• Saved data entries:
[Start of section]

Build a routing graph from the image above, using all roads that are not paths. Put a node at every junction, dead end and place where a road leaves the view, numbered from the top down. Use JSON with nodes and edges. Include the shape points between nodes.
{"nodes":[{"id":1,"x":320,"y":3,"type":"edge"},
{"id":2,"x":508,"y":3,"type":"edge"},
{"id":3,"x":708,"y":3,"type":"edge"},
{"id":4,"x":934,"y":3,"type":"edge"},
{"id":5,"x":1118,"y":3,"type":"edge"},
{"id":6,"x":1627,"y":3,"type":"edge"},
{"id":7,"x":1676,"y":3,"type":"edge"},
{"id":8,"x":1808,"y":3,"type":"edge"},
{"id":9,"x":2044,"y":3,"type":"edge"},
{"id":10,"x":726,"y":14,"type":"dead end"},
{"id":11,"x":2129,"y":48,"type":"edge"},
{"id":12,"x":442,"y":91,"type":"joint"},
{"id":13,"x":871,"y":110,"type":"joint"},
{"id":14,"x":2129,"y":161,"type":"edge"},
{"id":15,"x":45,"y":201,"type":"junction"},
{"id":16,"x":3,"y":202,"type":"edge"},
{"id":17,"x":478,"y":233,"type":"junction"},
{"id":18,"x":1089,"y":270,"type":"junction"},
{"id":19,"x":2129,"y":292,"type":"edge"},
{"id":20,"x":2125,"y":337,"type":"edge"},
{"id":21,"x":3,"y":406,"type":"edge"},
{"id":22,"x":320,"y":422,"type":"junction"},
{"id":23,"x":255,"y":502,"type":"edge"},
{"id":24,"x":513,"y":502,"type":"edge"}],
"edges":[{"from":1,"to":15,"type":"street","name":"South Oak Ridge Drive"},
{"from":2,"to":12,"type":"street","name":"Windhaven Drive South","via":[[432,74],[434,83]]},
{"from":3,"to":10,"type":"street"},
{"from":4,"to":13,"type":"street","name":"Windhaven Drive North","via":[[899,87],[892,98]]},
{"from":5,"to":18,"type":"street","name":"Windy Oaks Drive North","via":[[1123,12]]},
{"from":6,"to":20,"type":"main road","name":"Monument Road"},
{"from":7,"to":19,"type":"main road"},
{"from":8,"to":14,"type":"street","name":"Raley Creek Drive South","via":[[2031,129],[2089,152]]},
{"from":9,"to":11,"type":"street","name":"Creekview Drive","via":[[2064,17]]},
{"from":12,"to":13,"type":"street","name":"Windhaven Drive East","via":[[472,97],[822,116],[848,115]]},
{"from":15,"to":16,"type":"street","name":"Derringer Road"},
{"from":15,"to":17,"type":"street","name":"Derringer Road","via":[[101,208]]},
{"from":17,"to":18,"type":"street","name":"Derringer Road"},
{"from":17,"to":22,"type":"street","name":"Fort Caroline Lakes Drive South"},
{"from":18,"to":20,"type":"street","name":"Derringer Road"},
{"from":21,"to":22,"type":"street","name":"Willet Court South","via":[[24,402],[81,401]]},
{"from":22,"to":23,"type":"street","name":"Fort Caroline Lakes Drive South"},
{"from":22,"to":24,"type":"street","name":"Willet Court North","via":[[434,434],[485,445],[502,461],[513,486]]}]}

[End of section]

From the entries above, copy each line that holds "joint".

{"id":12,"x":442,"y":91,"type":"joint"},
{"id":13,"x":871,"y":110,"type":"joint"},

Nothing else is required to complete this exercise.